Di cosa avreste bisogno per fare il salto di qualità?

Senz’altro di nuovi canali di vendita per i nostri prodotti: al momento abbiamo un accordo di fornitura con la catena di ristoranti Rossopomodoro che ha contribuito a incrementare le vendite ma siamo ben lontani dalla piena produzione. Praticamente sfruttiamo solo il 10% della nostra capacità produttiva. Naturalmente per adesso la nostra forza lavoro è limitata e si concentra sul catering, che porta introiti. Se ricevessimo una commessa importante per i nostri prodotti confezionati potremmo invece assumere più donne, investire in un ambiente dedicato e in attrezzature più moderne. E soprattutto investire in competenze: abbiamo molto bisogno di espandere le nostre conoscenze in termini di capacità di gestione e sviluppo commerciale.

Quali caratteristiche hanno i vostri prodotti?

Sono realizzati con attrezzature artigianali, ma con procedure altamente professionali; tutto è a norma e certificato.

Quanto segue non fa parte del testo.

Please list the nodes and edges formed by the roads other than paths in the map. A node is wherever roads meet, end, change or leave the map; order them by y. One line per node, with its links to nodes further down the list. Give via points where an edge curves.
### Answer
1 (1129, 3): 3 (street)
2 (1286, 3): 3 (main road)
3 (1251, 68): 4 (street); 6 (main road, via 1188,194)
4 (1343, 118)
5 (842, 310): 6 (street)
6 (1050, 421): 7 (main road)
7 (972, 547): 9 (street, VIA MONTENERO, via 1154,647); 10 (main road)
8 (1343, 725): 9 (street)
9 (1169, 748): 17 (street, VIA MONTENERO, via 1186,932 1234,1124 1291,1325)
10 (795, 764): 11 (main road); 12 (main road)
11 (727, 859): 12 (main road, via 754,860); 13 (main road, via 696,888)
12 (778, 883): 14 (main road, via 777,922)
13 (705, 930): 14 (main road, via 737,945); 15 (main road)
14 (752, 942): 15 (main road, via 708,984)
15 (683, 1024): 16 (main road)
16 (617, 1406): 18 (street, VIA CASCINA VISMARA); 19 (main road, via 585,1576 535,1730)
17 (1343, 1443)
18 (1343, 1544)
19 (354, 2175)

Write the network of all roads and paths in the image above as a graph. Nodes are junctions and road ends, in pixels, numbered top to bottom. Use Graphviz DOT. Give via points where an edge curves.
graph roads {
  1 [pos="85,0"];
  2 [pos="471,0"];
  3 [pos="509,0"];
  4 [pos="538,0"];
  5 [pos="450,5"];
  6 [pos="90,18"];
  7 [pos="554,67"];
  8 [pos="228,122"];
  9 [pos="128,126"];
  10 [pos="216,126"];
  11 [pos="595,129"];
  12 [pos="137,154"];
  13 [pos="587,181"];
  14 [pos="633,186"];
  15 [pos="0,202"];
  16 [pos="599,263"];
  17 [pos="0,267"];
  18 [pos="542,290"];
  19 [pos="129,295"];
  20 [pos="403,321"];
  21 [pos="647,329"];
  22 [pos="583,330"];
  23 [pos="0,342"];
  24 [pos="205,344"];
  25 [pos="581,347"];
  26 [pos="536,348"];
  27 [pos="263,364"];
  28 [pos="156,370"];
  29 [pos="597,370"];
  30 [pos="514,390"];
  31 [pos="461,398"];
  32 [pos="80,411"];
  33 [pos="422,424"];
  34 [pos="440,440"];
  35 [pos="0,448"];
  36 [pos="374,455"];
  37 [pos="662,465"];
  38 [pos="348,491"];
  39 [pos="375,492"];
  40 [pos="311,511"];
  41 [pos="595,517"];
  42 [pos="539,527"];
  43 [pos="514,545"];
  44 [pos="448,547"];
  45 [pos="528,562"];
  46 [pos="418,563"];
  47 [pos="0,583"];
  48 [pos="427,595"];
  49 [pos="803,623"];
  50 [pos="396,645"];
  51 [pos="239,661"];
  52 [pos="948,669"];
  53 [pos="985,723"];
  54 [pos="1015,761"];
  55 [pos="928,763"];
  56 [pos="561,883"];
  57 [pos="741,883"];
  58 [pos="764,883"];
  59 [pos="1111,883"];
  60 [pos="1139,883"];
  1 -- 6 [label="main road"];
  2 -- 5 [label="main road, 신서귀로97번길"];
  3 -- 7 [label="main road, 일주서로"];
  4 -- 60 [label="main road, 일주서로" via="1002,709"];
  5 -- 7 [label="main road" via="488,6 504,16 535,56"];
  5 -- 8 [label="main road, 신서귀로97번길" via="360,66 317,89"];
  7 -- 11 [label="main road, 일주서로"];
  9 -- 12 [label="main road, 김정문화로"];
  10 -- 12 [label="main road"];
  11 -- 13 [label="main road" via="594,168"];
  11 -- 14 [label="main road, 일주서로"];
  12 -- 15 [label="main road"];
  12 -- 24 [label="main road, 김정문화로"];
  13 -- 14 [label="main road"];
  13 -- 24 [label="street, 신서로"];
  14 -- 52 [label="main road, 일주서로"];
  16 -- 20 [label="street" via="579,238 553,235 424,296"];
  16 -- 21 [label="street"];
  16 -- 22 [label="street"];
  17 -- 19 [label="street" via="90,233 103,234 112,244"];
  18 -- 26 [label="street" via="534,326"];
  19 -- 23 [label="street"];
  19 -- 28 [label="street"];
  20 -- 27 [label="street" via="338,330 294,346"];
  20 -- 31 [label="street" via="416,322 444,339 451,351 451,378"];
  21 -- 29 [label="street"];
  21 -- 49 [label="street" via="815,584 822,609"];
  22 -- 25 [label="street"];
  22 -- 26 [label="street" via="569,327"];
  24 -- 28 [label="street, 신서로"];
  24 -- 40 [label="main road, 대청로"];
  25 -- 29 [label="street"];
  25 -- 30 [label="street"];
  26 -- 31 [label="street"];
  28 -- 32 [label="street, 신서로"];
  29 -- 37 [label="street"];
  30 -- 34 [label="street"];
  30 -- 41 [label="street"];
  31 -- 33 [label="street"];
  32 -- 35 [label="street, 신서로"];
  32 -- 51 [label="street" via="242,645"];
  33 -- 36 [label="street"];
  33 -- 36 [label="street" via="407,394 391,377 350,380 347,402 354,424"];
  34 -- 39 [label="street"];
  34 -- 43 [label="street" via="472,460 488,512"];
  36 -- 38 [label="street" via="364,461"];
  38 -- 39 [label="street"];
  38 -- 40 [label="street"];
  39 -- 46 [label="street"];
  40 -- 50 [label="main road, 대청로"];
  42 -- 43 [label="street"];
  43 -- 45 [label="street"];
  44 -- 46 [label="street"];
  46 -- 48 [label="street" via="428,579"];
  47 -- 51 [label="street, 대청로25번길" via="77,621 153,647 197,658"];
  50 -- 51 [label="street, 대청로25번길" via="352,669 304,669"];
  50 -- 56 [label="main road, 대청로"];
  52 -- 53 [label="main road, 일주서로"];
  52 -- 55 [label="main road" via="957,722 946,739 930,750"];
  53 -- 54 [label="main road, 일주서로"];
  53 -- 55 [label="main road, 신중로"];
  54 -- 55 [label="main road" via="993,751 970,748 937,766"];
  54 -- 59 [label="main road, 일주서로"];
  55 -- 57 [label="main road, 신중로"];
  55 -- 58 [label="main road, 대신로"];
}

Abbiamo scelto di realizzare prodotti di altissima qualità, senza coloranti né conservanti, utilizzando quando è possibile materie prime locali come il latte di bufala per la nostra crema spalmabile alla nocciola CioccoBù e prodotti di stagione e tipicamente casertani come la mela annurca per le confetture.

Anche le nostre lavoratrici, nel tempo, hanno acquisito conoscenze ed esperienza raggiungendo livelli di qualità molto elevati sia nella realizzazione dei prodotti alimentari sia nelle capacità di presentarli e confezionarli in modo piacevole e creativo. I nostri prodotti sono fatti con dedizione ed amore perché contengono tutta la voglia di riscatto e di libertà delle donne impegnate che, grazie a questo lavoro, hanno potuto riappropriarsi della loro autonomia.